-- What you need to do --
The reply should hold every record, copied exactly, and none of the pictures.

(Stored data)
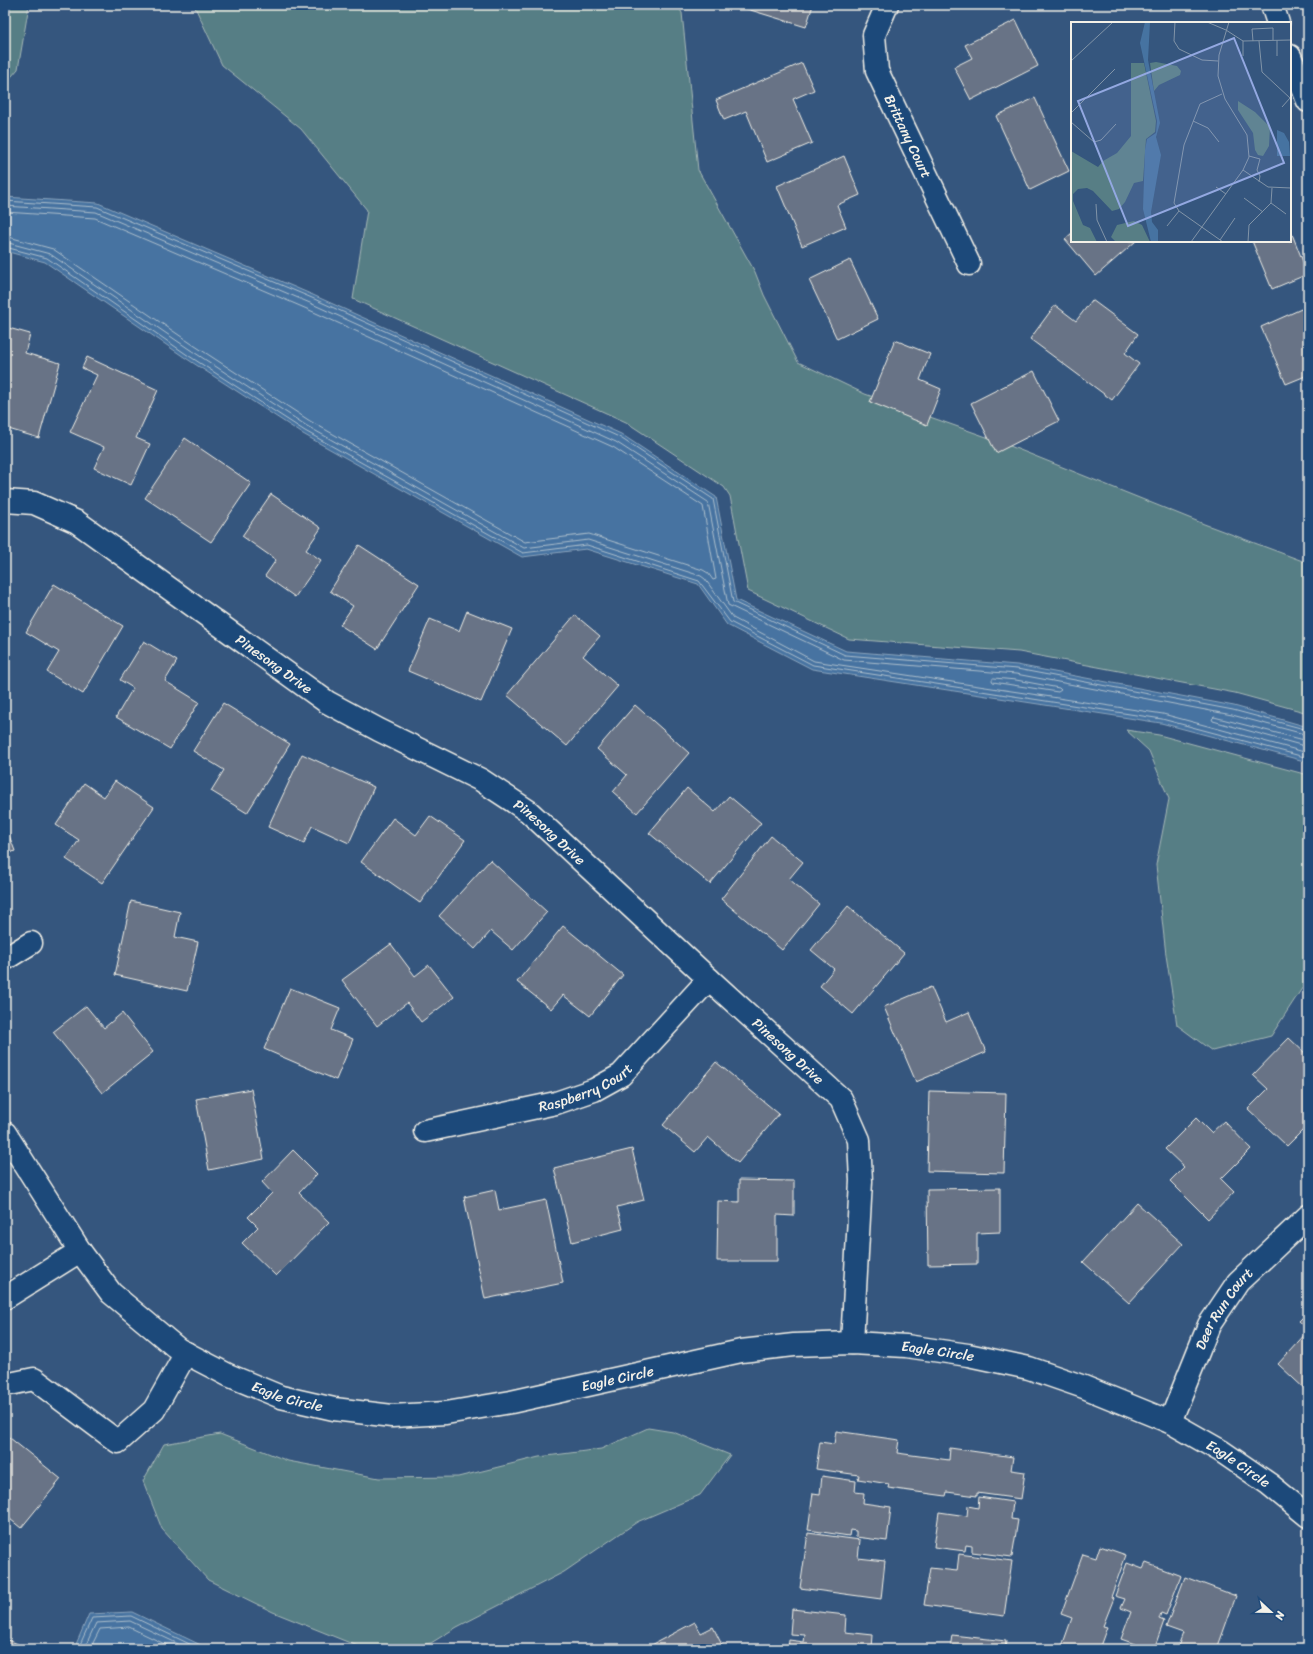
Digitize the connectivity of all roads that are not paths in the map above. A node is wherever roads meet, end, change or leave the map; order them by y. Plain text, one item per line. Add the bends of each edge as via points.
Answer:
1 (887, 5) edge
2 (1272, 5) edge
3 (1278, 22) edge
4 (1291, 58) edge
5 (1308, 101) edge
6 (968, 264) dead end
7 (5, 501) edge
8 (31, 943) dead end
9 (5, 958) edge
10 (709, 979) junction
11 (425, 1131) dead end
12 (5, 1133) edge
13 (1308, 1216) edge
14 (80, 1251) junction
15 (5, 1298) edge
16 (852, 1343) junction
17 (186, 1352) junction
18 (5, 1385) edge
19 (1170, 1422) junction
20 (1308, 1516) edge

1 - 6 street, Brittany Court via 874,35 877,71
2 - 3 street
4 - 5 street
7 - 10 street, Pinesong Drive via 34,503 77,522 327,702 481,780 528,811
8 - 9 street
10 - 11 street, Raspberry Court via 621,1075 594,1090 556,1103
10 - 16 street, Pinesong Drive via 841,1099 858,1140 861,1181
12 - 14 street, Eagle Circle
13 - 19 street, Deer Run Court via 1238,1282 1209,1325
14 - 15 street
14 - 17 street, Eagle Circle via 111,1293 178,1349
16 - 17 street, Eagle Circle via 794,1345 741,1351 511,1402 446,1413 392,1416 334,1409 281,1397 228,1375
16 - 19 street, Eagle Circle via 906,1346 968,1355 1029,1368
17 - 18 street via 154,1410 118,1442 34,1379
19 - 20 street, Eagle Circle via 1269,1484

-- Reply --
Digitize the connectivity of all roads that are not paths in the map above. A node is wherever roads meet, end, change or leave the map; order them by y. Plain text, one item per line. Add the bends of each edge as via points.
Answer:
1 (887, 5) edge
2 (1272, 5) edge
3 (1278, 22) edge
4 (1291, 58) edge
5 (1308, 101) edge
6 (968, 264) dead end
7 (5, 501) edge
8 (31, 943) dead end
9 (5, 958) edge
10 (709, 979) junction
11 (425, 1131) dead end
12 (5, 1133) edge
13 (1308, 1216) edge
14 (80, 1251) junction
15 (5, 1298) edge
16 (852, 1343) junction
17 (186, 1352) junction
18 (5, 1385) edge
19 (1170, 1422) junction
20 (1308, 1516) edge

1 - 6 street, Brittany Court via 874,35 877,71
2 - 3 street
4 - 5 street
7 - 10 street, Pinesong Drive via 34,503 77,522 327,702 481,780 528,811
8 - 9 street
10 - 11 street, Raspberry Court via 621,1075 594,1090 556,1103
10 - 16 street, Pinesong Drive via 841,1099 858,1140 861,1181
12 - 14 street, Eagle Circle
13 - 19 street, Deer Run Court via 1238,1282 1209,1325
14 - 15 street
14 - 17 street, Eagle Circle via 111,1293 178,1349
16 - 17 street, Eagle Circle via 794,1345 741,1351 511,1402 446,1413 392,1416 334,1409 281,1397 228,1375
16 - 19 street, Eagle Circle via 906,1346 968,1355 1029,1368
17 - 18 street via 154,1410 118,1442 34,1379
19 - 20 street, Eagle Circle via 1269,1484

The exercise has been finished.